Start of DATASET EXTRACT

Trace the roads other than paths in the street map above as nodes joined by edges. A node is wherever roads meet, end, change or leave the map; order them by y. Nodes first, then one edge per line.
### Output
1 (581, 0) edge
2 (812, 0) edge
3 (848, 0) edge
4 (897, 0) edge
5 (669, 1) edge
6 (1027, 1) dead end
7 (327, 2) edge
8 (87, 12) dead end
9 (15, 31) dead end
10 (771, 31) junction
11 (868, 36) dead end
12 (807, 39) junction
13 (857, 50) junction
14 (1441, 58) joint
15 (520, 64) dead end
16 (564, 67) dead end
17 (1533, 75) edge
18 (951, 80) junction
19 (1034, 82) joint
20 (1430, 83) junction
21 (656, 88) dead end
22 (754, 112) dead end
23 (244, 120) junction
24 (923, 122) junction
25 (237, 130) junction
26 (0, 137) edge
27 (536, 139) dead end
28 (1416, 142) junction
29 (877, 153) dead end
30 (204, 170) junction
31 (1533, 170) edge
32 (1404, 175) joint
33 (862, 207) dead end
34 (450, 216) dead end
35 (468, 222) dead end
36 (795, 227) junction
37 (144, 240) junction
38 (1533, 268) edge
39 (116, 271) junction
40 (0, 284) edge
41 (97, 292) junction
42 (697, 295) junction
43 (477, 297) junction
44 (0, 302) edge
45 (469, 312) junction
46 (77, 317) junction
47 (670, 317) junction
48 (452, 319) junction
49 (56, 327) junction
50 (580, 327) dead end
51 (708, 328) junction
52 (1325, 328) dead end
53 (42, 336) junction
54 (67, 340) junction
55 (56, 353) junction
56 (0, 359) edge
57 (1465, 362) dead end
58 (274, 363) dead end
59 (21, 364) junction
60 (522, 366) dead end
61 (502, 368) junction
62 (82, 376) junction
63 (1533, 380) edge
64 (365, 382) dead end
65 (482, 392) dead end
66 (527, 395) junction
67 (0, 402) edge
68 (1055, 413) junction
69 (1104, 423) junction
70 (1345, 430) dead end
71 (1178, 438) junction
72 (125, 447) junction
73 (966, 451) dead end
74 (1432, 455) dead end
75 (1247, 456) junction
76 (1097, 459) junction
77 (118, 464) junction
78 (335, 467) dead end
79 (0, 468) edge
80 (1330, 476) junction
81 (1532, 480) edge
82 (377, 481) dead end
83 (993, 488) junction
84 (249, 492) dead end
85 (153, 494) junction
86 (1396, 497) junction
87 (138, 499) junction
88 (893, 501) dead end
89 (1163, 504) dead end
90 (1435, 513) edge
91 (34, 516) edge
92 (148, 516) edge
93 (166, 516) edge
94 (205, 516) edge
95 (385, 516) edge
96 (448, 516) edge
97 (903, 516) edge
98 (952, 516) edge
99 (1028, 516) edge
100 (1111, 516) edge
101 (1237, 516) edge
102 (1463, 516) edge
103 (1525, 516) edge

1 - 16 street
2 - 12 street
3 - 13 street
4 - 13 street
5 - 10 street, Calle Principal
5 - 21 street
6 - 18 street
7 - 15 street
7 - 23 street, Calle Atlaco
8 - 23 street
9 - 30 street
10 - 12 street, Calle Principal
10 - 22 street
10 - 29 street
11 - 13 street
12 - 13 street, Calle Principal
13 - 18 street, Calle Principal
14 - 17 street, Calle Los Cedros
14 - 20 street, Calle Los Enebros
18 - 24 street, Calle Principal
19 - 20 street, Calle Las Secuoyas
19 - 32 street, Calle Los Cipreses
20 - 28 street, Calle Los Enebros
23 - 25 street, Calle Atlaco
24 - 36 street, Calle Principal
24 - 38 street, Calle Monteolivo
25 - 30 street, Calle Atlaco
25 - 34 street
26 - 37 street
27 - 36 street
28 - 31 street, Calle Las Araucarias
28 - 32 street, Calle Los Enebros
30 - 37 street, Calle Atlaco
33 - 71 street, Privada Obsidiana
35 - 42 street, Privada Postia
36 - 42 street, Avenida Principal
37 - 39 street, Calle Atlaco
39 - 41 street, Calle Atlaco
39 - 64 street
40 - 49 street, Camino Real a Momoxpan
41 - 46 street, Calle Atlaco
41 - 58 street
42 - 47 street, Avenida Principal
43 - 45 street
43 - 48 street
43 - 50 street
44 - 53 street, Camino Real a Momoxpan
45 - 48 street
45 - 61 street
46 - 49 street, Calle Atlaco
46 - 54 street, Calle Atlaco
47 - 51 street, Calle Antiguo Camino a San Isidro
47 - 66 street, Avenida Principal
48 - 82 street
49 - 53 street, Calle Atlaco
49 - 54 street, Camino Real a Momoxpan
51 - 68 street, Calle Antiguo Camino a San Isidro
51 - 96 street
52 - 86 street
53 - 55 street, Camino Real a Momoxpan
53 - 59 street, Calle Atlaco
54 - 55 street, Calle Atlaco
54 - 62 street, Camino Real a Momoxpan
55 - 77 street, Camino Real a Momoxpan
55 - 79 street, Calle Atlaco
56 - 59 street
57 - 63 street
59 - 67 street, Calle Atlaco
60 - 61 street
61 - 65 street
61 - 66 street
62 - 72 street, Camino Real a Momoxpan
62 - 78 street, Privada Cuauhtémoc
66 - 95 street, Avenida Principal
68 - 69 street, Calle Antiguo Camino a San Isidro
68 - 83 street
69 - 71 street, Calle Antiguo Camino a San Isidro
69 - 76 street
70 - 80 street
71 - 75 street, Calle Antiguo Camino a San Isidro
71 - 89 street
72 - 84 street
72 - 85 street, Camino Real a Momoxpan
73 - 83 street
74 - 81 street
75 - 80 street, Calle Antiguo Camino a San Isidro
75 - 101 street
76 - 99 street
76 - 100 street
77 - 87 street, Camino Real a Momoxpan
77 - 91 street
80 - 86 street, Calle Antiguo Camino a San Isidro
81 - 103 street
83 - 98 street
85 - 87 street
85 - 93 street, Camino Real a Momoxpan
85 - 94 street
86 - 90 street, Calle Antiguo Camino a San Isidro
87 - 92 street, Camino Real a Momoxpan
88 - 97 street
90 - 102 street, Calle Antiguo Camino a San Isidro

End of DATASET EXTRACT

TASK DESCRIPTION >>
Where a line of the records includes "Antiguo", copy it.

WRITTEN SOLUTION >>
47 - 51 street, Calle Antiguo Camino a San Isidro
51 - 68 street, Calle Antiguo Camino a San Isidro
68 - 69 street, Calle Antiguo Camino a San Isidro
69 - 71 street, Calle Antiguo Camino a San Isidro
71 - 75 street, Calle Antiguo Camino a San Isidro
75 - 80 street, Calle Antiguo Camino a San Isidro
80 - 86 street, Calle Antiguo Camino a San Isidro
86 - 90 street, Calle Antiguo Camino a San Isidro
90 - 102 street, Calle Antiguo Camino a San Isidro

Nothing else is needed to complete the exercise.